Content starts

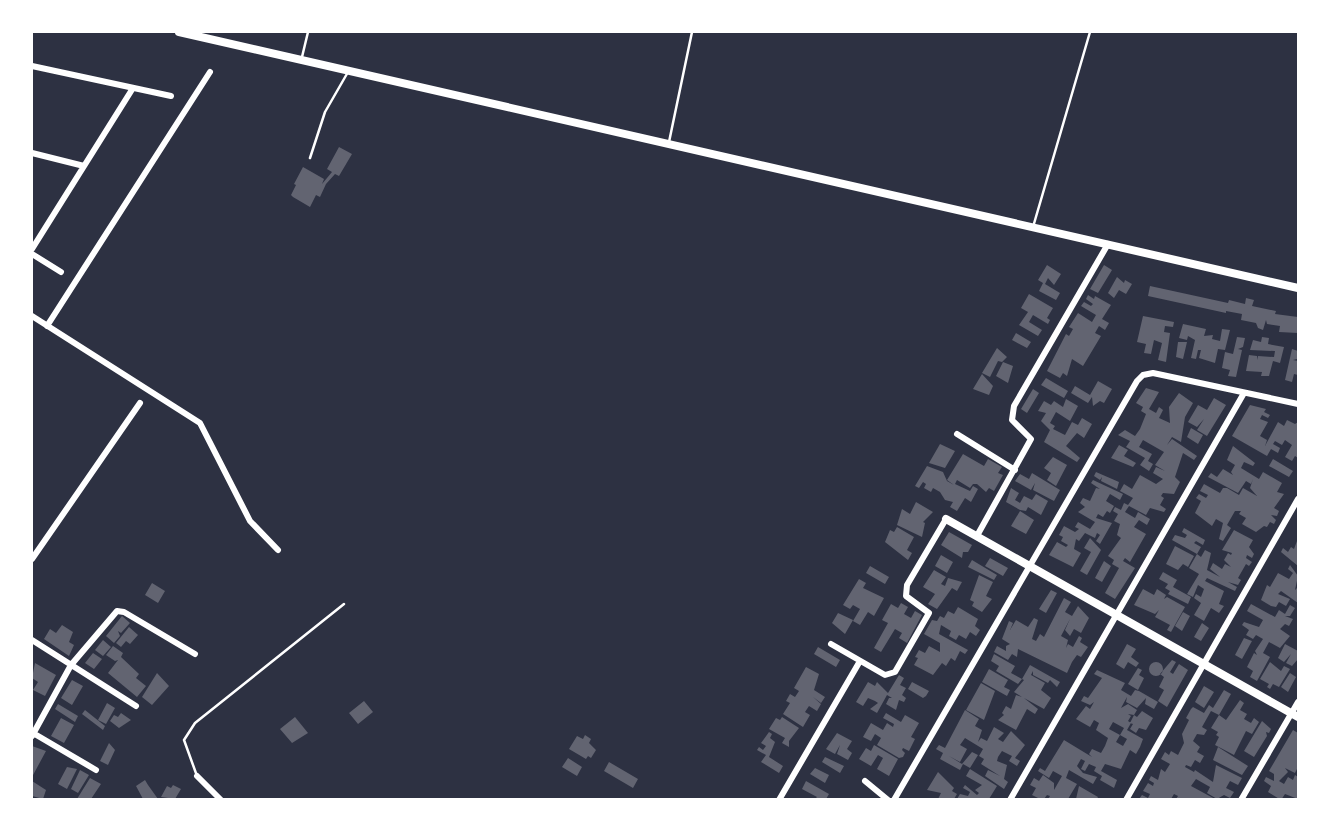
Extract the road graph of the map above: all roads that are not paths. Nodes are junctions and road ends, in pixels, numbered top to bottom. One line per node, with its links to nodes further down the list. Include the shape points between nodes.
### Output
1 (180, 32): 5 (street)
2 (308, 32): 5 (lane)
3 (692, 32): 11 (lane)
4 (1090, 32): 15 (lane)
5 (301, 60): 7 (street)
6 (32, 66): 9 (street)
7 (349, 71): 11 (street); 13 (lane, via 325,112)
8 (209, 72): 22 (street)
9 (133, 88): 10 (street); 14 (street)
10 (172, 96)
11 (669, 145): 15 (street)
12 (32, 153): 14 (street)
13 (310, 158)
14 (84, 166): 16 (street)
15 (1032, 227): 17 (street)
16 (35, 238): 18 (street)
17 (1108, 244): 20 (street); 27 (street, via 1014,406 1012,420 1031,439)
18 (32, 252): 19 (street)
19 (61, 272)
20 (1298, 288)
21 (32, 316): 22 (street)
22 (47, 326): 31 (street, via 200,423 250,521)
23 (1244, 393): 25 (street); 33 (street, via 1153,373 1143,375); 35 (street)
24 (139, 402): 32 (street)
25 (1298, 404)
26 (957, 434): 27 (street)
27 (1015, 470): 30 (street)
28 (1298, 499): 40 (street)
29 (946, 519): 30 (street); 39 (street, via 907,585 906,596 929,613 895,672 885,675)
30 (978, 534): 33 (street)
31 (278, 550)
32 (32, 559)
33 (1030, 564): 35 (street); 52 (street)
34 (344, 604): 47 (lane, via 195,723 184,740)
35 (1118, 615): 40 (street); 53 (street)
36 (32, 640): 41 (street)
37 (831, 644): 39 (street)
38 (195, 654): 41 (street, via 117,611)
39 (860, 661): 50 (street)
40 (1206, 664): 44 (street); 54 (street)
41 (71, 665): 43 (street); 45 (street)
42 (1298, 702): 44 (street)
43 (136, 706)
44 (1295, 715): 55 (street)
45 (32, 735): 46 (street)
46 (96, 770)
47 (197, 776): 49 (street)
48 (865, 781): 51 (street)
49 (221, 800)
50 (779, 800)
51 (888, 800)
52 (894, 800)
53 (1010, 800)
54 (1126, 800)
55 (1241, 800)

Content ends
Content starts

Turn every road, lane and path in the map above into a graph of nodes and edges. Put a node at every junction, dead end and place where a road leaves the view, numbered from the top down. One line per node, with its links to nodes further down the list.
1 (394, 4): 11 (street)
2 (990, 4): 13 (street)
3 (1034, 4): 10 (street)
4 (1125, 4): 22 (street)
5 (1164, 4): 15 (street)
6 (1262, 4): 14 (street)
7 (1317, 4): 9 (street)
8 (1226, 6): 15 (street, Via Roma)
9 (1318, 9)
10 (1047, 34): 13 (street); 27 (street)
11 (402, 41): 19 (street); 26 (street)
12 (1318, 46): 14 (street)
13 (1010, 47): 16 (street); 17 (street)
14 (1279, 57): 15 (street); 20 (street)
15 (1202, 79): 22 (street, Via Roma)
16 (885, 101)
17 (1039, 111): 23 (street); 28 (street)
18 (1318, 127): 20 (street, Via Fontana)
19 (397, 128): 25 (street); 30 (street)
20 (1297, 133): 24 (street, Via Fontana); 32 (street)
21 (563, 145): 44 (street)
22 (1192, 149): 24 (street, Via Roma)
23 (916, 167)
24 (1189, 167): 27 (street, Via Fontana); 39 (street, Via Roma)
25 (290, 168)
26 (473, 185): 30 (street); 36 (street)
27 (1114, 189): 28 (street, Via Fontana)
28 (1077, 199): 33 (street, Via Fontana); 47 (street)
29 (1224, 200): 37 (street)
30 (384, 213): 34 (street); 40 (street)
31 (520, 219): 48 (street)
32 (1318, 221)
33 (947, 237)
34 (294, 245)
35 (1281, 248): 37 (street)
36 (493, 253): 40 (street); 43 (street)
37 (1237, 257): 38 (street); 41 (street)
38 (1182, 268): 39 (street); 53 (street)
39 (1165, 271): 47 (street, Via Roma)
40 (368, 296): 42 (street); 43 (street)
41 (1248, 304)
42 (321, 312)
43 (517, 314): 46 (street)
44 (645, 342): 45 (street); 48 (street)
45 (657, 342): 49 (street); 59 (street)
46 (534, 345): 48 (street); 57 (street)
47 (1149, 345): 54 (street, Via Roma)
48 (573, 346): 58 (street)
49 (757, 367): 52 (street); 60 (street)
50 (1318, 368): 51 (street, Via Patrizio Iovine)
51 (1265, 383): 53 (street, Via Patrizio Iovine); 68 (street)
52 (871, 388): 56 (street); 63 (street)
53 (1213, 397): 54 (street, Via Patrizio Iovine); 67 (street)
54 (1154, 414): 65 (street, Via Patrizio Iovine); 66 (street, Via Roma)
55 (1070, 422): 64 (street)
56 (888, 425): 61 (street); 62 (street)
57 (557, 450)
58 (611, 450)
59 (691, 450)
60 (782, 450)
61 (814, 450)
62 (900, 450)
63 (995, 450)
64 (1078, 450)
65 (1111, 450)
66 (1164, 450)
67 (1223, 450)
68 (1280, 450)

Content ends

▶ _What to produce_: Provide the count of lines in the records above that hold the word "numbered", with no other text.

▶ _Solved exercise_: 2